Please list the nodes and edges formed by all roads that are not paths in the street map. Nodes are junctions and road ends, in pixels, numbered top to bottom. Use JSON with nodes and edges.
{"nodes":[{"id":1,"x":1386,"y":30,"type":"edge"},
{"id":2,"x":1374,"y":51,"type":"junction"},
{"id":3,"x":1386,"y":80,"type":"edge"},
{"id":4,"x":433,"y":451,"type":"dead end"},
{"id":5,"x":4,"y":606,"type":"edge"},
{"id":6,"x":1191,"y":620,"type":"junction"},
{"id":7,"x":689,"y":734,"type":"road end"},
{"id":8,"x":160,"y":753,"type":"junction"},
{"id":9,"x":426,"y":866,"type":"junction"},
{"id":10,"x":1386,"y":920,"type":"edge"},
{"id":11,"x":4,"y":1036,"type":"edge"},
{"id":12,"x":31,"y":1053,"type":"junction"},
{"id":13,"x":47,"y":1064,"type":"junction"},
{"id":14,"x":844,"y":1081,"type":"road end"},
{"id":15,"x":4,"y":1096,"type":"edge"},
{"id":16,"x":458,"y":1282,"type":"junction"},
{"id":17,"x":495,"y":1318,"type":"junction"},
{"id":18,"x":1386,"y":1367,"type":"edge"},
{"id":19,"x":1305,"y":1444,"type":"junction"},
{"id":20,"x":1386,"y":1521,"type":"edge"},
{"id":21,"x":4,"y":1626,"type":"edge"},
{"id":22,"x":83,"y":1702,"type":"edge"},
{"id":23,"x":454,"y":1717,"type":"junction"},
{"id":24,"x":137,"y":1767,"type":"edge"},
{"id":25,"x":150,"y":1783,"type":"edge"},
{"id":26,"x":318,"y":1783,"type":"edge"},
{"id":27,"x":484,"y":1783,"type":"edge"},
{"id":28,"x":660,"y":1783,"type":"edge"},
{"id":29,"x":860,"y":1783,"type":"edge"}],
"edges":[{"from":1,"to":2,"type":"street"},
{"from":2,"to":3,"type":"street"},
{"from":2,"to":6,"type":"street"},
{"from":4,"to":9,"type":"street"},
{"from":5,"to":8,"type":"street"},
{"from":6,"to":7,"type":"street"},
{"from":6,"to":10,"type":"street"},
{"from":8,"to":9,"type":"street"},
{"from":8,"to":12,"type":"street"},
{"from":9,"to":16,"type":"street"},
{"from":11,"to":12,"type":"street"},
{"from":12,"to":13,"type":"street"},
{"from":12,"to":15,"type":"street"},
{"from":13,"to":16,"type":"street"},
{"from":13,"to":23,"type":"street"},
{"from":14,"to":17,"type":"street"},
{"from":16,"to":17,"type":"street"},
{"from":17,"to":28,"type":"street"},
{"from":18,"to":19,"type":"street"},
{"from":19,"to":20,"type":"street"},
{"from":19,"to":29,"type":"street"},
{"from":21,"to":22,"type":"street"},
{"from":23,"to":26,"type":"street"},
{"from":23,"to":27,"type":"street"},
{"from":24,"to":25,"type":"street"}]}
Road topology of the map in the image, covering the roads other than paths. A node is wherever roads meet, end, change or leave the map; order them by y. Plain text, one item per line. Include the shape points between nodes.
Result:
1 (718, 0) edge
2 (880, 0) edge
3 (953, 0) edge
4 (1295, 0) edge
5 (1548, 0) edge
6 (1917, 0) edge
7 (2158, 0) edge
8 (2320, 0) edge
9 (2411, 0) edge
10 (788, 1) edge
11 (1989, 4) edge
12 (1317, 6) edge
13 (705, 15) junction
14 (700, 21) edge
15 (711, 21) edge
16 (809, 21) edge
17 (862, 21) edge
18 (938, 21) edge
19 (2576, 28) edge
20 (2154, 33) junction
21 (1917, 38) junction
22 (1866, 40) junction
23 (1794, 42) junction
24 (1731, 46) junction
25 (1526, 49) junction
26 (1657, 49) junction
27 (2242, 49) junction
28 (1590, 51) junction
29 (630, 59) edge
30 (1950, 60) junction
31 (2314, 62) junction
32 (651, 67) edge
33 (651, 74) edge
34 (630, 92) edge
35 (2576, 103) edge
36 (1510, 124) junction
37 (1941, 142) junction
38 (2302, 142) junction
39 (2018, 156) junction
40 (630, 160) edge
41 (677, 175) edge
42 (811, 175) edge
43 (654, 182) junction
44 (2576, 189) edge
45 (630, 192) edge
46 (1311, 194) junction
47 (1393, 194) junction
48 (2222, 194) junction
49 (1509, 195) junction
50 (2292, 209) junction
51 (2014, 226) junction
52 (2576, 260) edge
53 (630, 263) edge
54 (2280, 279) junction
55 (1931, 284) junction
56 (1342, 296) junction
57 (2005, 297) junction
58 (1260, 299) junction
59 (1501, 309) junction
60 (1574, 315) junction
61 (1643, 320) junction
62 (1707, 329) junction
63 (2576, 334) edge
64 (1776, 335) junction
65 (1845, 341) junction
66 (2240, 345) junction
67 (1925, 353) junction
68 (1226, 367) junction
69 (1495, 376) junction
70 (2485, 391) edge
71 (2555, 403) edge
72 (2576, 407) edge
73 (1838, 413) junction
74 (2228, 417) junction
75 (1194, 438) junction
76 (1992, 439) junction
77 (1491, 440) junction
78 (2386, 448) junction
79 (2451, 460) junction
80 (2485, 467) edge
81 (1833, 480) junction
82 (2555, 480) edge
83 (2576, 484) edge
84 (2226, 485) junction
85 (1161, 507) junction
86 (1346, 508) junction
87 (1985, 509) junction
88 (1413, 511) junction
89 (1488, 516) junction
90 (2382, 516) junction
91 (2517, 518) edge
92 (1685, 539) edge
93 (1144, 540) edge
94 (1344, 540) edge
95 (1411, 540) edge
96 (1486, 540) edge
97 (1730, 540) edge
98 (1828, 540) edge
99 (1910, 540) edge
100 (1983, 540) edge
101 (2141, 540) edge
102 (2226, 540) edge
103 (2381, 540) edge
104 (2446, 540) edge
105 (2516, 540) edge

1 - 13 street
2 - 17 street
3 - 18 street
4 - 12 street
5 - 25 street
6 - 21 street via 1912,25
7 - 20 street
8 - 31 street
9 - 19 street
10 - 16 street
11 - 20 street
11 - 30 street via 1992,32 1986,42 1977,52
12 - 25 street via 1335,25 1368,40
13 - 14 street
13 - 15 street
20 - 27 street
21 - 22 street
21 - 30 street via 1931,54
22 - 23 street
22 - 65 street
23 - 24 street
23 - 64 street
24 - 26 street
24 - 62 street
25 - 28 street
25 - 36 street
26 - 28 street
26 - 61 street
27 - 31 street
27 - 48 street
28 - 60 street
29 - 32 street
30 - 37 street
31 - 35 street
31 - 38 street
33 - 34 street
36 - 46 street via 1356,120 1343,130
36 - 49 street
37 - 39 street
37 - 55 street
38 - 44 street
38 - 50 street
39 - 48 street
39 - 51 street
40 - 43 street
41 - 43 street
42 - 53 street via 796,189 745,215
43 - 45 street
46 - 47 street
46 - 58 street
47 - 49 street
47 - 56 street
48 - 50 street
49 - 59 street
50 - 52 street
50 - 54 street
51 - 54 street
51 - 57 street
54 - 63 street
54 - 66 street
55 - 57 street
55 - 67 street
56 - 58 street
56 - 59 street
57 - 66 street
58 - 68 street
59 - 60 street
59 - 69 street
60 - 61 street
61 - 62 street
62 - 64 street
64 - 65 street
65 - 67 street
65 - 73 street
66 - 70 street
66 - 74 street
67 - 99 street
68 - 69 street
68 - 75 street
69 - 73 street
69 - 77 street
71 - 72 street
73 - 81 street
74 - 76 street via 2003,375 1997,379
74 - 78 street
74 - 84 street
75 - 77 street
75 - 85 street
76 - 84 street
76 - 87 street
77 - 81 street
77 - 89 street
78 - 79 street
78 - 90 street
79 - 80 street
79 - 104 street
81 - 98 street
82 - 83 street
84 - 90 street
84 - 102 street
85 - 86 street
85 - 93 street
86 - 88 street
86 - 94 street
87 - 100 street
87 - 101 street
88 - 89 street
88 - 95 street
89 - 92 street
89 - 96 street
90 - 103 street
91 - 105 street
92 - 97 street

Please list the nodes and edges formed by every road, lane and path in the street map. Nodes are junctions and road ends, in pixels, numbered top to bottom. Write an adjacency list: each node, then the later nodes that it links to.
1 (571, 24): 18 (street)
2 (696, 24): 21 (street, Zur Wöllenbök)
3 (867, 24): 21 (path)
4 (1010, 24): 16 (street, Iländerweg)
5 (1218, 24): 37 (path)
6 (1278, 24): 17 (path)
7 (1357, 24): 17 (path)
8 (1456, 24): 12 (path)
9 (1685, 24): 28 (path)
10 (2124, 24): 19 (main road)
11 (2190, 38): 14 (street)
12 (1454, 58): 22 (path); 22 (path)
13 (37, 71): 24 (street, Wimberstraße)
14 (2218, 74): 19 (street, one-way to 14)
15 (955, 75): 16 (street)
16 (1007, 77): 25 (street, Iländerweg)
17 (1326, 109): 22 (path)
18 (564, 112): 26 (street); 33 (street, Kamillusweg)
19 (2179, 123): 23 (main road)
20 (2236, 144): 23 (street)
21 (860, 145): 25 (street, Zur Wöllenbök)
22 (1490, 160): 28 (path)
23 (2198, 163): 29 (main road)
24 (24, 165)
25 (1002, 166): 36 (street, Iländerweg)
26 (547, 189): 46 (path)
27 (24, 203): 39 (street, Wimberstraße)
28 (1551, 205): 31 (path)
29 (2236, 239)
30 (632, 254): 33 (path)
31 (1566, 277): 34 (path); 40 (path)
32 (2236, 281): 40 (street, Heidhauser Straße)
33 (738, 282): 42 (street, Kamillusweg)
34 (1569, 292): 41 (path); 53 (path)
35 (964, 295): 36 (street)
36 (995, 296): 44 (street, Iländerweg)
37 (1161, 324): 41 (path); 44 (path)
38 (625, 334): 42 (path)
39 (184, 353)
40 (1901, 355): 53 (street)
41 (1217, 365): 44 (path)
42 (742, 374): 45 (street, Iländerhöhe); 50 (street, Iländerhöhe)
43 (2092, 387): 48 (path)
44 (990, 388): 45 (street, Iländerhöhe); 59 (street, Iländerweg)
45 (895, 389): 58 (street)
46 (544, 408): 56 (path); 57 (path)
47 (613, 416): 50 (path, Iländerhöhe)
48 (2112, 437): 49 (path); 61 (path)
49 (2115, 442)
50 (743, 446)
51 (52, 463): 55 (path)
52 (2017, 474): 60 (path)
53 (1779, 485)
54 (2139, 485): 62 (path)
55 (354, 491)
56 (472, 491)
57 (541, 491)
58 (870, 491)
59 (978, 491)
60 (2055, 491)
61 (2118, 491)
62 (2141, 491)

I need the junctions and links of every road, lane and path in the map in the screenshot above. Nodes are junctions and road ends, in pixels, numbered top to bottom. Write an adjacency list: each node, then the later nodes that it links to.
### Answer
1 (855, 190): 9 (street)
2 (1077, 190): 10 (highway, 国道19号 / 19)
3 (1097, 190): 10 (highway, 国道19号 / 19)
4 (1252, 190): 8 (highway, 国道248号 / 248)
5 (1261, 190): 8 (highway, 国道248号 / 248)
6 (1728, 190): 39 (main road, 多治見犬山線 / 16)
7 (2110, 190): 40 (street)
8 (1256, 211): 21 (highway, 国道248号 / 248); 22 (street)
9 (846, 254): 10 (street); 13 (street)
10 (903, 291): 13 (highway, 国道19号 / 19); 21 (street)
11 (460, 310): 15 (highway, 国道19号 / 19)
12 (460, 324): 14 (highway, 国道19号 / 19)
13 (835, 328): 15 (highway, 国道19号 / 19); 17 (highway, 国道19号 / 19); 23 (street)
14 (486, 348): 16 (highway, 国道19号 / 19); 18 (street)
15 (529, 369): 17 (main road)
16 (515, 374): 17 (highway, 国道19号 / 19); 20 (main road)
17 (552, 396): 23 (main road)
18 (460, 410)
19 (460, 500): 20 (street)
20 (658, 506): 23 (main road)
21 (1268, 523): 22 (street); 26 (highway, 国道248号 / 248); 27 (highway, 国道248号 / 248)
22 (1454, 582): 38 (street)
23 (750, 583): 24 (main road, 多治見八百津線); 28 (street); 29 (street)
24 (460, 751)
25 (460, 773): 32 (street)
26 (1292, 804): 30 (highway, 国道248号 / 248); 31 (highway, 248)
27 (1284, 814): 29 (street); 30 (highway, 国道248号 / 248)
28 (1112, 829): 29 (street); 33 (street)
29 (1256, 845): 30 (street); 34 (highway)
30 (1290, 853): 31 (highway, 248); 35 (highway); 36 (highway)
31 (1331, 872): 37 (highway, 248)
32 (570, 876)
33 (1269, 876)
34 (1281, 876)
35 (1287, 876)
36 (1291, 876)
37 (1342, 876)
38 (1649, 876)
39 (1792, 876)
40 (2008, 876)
__________________________________________________
** Problem details **
Wherever the word "each" appears in the listing above, copy the whole line.

** Answer box **
Please list the nodes and edges formed by every road, lane and path in the street map. Nodes are junctions and road ends, in pixels, numbered top to bottom. Write an adjacency list: each node, then the later nodes that it links to.
I need the junctions and links of every road, lane and path in the map in the screenshot above. Nodes are junctions and road ends, in pixels, numbered top to bottom. Write an adjacency list: each node, then the later nodes that it links to.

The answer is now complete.